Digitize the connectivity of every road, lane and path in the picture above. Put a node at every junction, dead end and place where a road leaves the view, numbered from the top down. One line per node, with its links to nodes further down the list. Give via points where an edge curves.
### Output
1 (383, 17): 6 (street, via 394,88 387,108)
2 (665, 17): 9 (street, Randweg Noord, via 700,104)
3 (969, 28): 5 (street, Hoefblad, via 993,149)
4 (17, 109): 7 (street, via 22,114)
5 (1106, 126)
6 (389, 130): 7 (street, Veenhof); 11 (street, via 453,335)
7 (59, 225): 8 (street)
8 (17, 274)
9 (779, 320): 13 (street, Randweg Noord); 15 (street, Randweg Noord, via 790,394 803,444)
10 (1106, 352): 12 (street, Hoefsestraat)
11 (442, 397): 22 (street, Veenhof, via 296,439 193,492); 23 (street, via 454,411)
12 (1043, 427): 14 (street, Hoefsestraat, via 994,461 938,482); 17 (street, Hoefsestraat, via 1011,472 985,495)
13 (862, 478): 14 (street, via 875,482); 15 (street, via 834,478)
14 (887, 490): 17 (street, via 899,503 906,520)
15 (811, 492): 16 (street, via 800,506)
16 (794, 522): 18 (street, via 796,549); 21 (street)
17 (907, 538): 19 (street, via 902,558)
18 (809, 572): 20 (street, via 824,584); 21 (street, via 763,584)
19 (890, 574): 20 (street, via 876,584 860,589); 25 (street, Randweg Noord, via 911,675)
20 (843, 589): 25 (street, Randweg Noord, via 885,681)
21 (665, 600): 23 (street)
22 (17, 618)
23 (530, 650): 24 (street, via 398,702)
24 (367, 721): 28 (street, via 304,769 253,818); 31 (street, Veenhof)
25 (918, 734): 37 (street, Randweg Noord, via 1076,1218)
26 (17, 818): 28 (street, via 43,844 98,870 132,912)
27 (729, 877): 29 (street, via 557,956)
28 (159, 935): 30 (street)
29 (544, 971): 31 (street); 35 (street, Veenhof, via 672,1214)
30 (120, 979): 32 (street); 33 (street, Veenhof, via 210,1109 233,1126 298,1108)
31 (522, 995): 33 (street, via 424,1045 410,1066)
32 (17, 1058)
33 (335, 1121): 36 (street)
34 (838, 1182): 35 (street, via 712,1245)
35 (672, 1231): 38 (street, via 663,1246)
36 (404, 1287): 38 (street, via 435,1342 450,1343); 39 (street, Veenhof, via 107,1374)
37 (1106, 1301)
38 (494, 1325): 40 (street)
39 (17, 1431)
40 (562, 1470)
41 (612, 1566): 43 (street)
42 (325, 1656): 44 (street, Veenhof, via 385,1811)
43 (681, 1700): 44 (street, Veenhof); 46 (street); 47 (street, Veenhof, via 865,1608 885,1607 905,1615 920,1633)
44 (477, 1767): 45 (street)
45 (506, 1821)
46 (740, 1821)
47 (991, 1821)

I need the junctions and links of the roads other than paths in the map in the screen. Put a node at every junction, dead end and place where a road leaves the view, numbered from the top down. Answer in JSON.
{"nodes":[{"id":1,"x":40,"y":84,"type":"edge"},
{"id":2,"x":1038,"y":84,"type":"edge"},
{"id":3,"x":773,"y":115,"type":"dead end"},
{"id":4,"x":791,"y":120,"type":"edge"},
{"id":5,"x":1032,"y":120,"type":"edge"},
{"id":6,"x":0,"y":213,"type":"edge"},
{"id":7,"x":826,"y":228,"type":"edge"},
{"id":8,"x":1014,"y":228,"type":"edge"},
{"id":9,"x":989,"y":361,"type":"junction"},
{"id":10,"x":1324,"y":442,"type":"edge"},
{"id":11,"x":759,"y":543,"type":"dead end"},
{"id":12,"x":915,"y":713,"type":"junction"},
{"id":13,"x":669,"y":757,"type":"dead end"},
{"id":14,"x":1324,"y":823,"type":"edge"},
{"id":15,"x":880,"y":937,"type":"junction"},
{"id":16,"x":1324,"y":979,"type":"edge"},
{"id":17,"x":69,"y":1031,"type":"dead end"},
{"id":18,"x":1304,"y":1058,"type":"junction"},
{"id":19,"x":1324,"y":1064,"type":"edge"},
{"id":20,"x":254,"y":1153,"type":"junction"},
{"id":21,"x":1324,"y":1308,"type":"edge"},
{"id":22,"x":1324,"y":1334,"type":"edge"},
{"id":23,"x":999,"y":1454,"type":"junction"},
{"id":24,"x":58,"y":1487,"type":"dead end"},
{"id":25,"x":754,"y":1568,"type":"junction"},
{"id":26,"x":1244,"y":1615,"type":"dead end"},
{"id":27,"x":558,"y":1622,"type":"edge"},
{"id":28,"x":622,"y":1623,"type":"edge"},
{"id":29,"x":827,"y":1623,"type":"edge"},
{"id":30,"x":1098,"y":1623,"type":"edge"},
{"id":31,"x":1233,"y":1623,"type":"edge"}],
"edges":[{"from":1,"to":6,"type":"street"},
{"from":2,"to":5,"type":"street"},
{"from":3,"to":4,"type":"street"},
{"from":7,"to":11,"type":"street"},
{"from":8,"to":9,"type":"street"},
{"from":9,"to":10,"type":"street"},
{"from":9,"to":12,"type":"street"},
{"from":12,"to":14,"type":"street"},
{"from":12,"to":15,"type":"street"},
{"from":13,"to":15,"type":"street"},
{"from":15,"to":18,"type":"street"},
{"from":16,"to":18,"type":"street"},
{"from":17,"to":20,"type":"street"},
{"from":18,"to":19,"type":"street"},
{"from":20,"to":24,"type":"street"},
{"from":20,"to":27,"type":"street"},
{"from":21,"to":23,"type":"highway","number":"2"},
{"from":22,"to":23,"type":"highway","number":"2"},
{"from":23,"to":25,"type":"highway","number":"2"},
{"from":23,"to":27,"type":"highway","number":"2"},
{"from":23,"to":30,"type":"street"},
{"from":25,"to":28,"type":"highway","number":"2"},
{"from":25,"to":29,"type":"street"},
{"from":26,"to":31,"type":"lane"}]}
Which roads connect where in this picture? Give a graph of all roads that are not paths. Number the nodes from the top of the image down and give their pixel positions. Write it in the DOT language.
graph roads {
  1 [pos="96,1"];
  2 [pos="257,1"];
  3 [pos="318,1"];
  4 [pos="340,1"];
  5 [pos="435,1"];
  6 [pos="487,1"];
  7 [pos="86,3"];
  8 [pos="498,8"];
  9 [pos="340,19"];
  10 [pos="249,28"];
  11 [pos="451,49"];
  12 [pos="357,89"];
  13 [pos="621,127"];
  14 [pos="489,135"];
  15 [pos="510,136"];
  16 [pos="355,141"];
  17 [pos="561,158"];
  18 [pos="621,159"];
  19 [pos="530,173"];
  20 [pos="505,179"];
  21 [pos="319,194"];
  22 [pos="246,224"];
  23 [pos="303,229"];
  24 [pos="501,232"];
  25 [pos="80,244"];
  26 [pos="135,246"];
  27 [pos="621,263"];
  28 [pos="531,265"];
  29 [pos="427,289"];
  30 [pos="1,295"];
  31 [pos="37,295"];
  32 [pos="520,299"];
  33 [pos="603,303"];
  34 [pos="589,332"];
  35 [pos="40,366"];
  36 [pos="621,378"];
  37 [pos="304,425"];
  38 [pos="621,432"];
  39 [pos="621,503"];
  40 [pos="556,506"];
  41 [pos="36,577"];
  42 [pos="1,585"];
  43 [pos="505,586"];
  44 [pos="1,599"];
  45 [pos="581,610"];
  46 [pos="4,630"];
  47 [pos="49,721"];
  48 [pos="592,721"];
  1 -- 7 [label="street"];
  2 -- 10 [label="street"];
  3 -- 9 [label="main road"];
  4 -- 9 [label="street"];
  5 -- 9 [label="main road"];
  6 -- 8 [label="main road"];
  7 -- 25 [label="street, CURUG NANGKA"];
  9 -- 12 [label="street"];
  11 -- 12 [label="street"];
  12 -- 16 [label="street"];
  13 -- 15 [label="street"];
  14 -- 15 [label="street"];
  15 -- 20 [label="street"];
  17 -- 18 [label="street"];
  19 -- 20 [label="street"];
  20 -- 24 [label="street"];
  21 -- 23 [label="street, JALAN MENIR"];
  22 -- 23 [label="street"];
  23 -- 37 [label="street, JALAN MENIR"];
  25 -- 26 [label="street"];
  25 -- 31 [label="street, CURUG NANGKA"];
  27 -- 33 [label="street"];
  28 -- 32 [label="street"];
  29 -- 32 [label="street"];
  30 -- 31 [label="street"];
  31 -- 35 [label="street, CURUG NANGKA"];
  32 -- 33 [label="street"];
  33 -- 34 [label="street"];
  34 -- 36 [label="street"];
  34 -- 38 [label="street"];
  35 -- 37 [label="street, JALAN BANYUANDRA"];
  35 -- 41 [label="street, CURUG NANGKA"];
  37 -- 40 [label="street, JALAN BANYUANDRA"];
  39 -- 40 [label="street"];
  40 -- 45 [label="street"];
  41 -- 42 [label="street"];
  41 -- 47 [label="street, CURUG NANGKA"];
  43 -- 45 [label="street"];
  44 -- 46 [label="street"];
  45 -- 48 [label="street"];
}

::::

Your task: Where a line above contains the string "paths", copy that line.

Answer to this problem:
I need the junctions and links of the roads other than paths in the map in the screen. Put a node at every junction, dead end and place where a road leaves the view, numbered from the top down. Answer in JSON.
Which roads connect where in this picture? Give a graph of all roads that are not paths. Number the nodes from the top of the image down and give their pixel positions. Write it in the DOT language.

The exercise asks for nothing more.